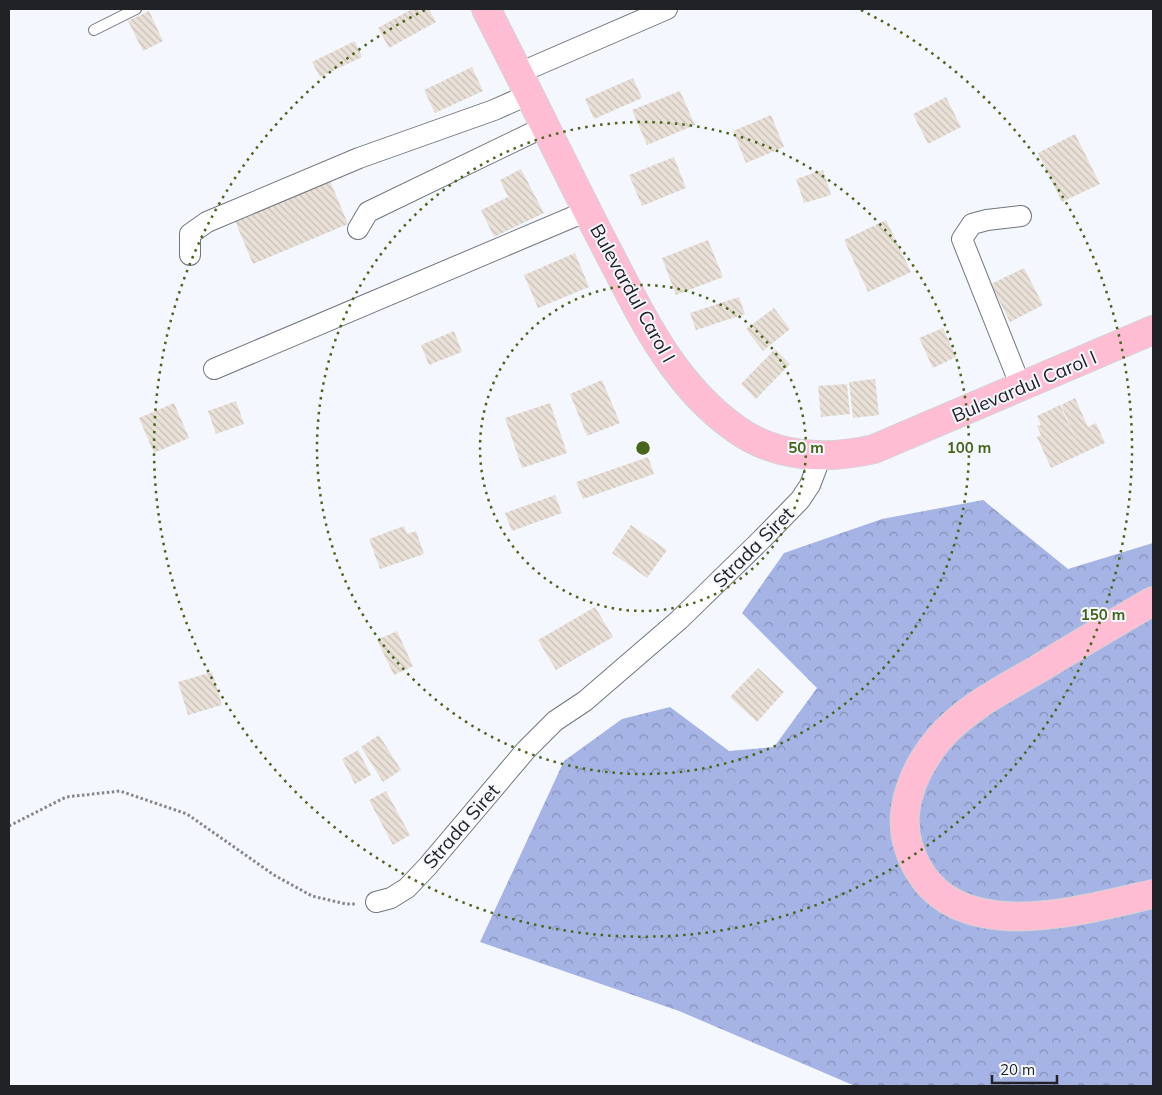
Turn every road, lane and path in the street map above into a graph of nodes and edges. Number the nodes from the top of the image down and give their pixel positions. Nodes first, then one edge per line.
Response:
1 (136, 9) edge
2 (486, 9) edge
3 (667, 9) edge
4 (94, 30) dead end
5 (525, 84) junction
6 (546, 126) junction
7 (587, 211) junction
8 (1021, 216) dead end
9 (358, 229) dead end
10 (190, 255) dead end
11 (1153, 330) edge
12 (214, 369) dead end
13 (1021, 387) junction
14 (821, 456) junction
15 (1153, 601) edge
16 (9, 826) edge
17 (1153, 894) edge
18 (376, 902) joint

1 - 4 lane
2 - 5 main road, Bulevardul Carol I
3 - 5 street
5 - 6 main road, Bulevardul Carol I
5 - 10 street
6 - 7 main road, Bulevardul Carol I
6 - 9 street
7 - 12 street
7 - 14 main road, Bulevardul Carol I
8 - 13 street
11 - 13 main road, Bulevardul Carol I
13 - 14 main road, Bulevardul Carol I
14 - 18 street, Strada Siret
15 - 17 main road
16 - 18 path

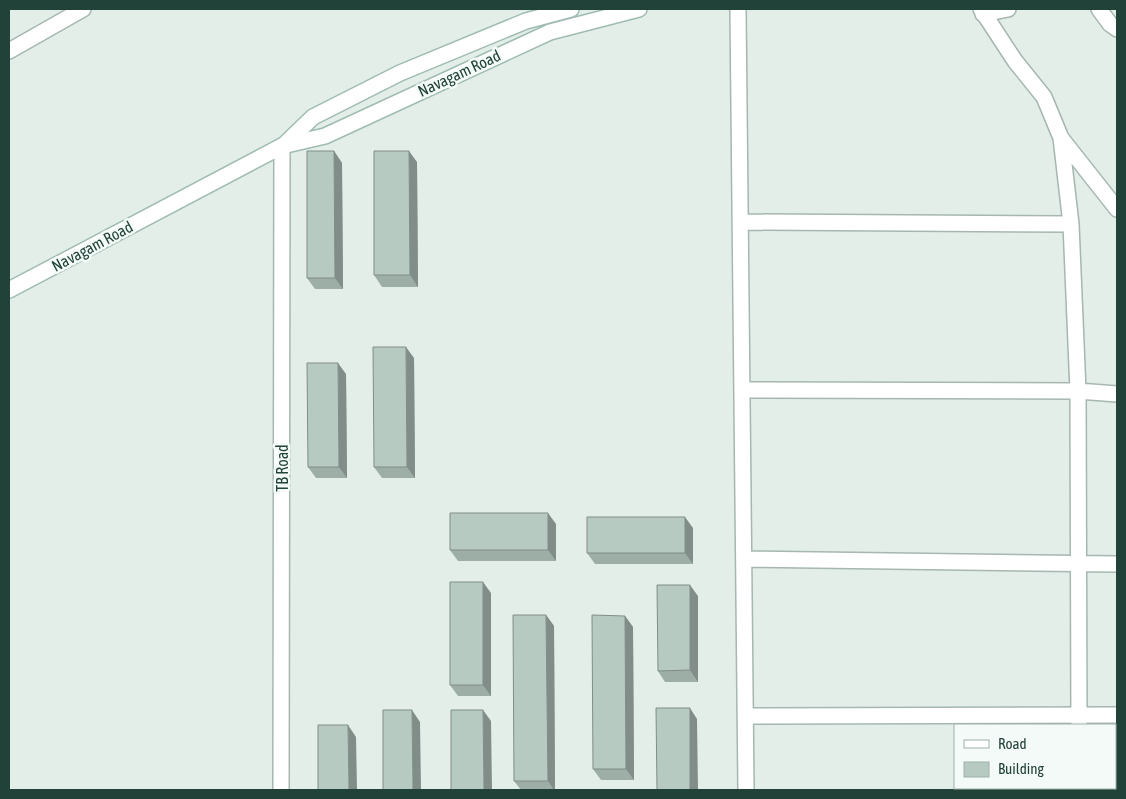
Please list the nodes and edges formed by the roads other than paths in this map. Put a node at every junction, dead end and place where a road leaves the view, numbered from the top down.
1 (83, 9) edge
2 (571, 9) edge
3 (640, 9) edge
4 (738, 9) edge
5 (1008, 9) edge
6 (1099, 9) edge
7 (982, 11) edge
8 (1117, 29) edge
9 (9, 52) edge
10 (1060, 138) junction
11 (282, 146) junction
12 (1117, 210) edge
13 (742, 222) junction
14 (1071, 224) junction
15 (9, 290) edge
16 (742, 390) junction
17 (1078, 391) junction
18 (1117, 394) edge
19 (744, 559) junction
20 (1117, 564) edge
21 (1079, 565) junction
22 (1117, 715) edge
23 (746, 716) junction
24 (1079, 720) edge
25 (282, 790) edge
26 (746, 790) edge

1 - 9 street
2 - 11 street, Navagam Road
3 - 11 street, Navagam Road
4 - 13 street
5 - 7 street
6 - 8 street
7 - 10 street
10 - 12 street
10 - 14 street
11 - 15 street, Navagam Road
11 - 25 street, TB Road
13 - 14 street
13 - 16 street
14 - 17 street
16 - 17 street
16 - 19 street
17 - 18 street
17 - 21 street
19 - 21 street
19 - 23 street
20 - 21 street
21 - 24 street
22 - 24 street
23 - 24 street
23 - 26 street

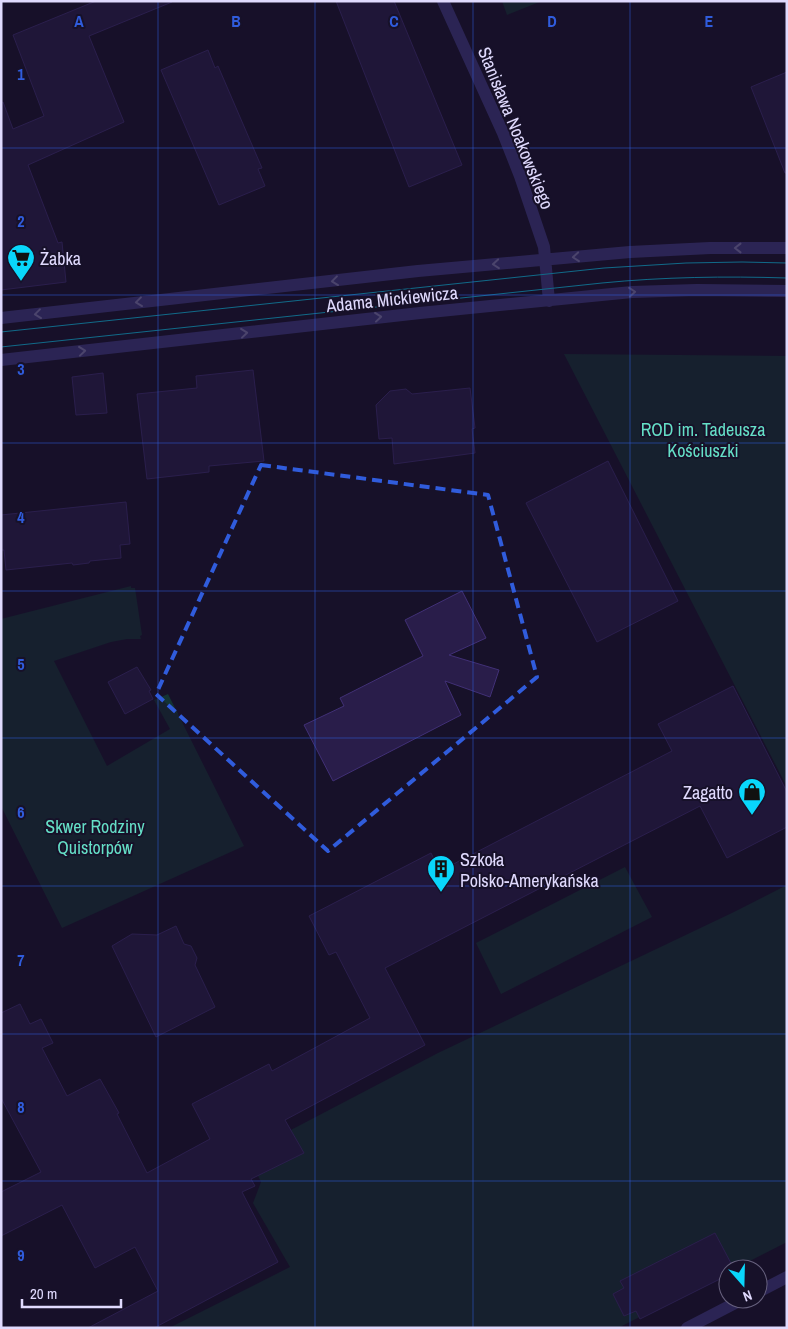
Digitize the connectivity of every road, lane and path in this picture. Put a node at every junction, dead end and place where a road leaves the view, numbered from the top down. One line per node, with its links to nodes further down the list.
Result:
1 (443, 1): 3 (street, Stanisława Noakowskiego)
2 (787, 248): 3 (street, Adama Mickiewicza, one-way to 3)
3 (545, 260): 5 (street, Stanisława Noakowskiego); 6 (street, Adama Mickiewicza, one-way to 6)
4 (787, 291): 5 (street, Adama Mickiewicza, one-way to 4)
5 (548, 301): 7 (street, Adama Mickiewicza, one-way to 5)
6 (1, 318)
7 (1, 360)
8 (787, 1277): 9 (street)
9 (768, 1287)
10 (724, 1309): 11 (street)
11 (687, 1328)

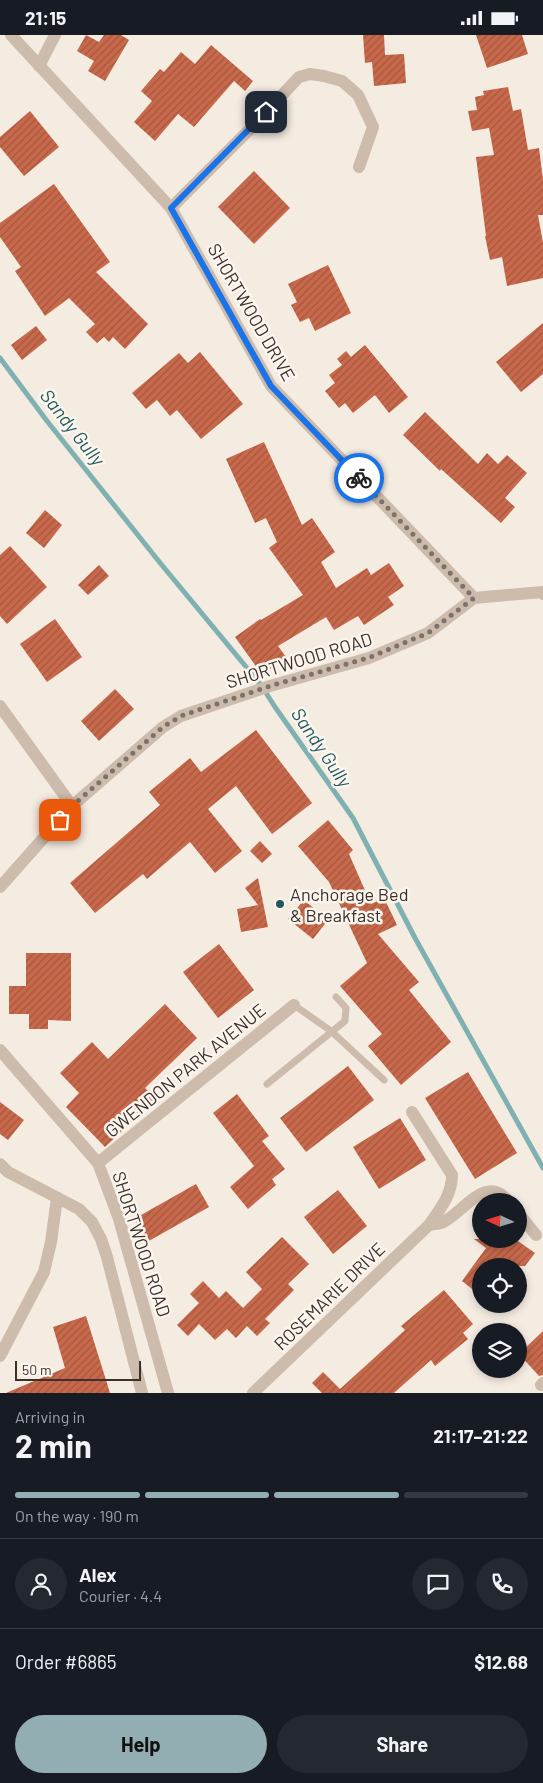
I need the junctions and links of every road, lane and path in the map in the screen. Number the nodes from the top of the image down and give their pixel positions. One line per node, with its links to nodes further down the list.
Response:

WHAT NEEDS TO BE DONE
Could you repeat all of the entries exactly, without any of the images?

OUTPUT OF THE TASK
Turn every road, lane and path in the street map above into a graph of nodes and edges. Number the nodes from the top of the image down and give their pixel positions. Nodes first, then one edge per line.
Response:
1 (136, 9) edge
2 (486, 9) edge
3 (667, 9) edge
4 (94, 30) dead end
5 (525, 84) junction
6 (546, 126) junction
7 (587, 211) junction
8 (1021, 216) dead end
9 (358, 229) dead end
10 (190, 255) dead end
11 (1153, 330) edge
12 (214, 369) dead end
13 (1021, 387) junction
14 (821, 456) junction
15 (1153, 601) edge
16 (9, 826) edge
17 (1153, 894) edge
18 (376, 902) joint

1 - 4 lane
2 - 5 main road, Bulevardul Carol I
3 - 5 street
5 - 6 main road, Bulevardul Carol I
5 - 10 street
6 - 7 main road, Bulevardul Carol I
6 - 9 street
7 - 12 street
7 - 14 main road, Bulevardul Carol I
8 - 13 street
11 - 13 main road, Bulevardul Carol I
13 - 14 main road, Bulevardul Carol I
14 - 18 street, Strada Siret
15 - 17 main road
16 - 18 path

Please list the nodes and edges formed by the roads other than paths in this map. Put a node at every junction, dead end and place where a road leaves the view, numbered from the top down.
1 (83, 9) edge
2 (571, 9) edge
3 (640, 9) edge
4 (738, 9) edge
5 (1008, 9) edge
6 (1099, 9) edge
7 (982, 11) edge
8 (1117, 29) edge
9 (9, 52) edge
10 (1060, 138) junction
11 (282, 146) junction
12 (1117, 210) edge
13 (742, 222) junction
14 (1071, 224) junction
15 (9, 290) edge
16 (742, 390) junction
17 (1078, 391) junction
18 (1117, 394) edge
19 (744, 559) junction
20 (1117, 564) edge
21 (1079, 565) junction
22 (1117, 715) edge
23 (746, 716) junction
24 (1079, 720) edge
25 (282, 790) edge
26 (746, 790) edge

1 - 9 street
2 - 11 street, Navagam Road
3 - 11 street, Navagam Road
4 - 13 street
5 - 7 street
6 - 8 street
7 - 10 street
10 - 12 street
10 - 14 street
11 - 15 street, Navagam Road
11 - 25 street, TB Road
13 - 14 street
13 - 16 street
14 - 17 street
16 - 17 street
16 - 19 street
17 - 18 street
17 - 21 street
19 - 21 street
19 - 23 street
20 - 21 street
21 - 24 street
22 - 24 street
23 - 24 street
23 - 26 street

Digitize the connectivity of every road, lane and path in this picture. Put a node at every junction, dead end and place where a road leaves the view, numbered from the top down. One line per node, with its links to nodes further down the list.
Result:
1 (443, 1): 3 (street, Stanisława Noakowskiego)
2 (787, 248): 3 (street, Adama Mickiewicza, one-way to 3)
3 (545, 260): 5 (street, Stanisława Noakowskiego); 6 (street, Adama Mickiewicza, one-way to 6)
4 (787, 291): 5 (street, Adama Mickiewicza, one-way to 4)
5 (548, 301): 7 (street, Adama Mickiewicza, one-way to 5)
6 (1, 318)
7 (1, 360)
8 (787, 1277): 9 (street)
9 (768, 1287)
10 (724, 1309): 11 (street)
11 (687, 1328)

I need the junctions and links of every road, lane and path in the map in the screen. Number the nodes from the top of the image down and give their pixel positions. One line per node, with its links to nodes further down the list.
Response:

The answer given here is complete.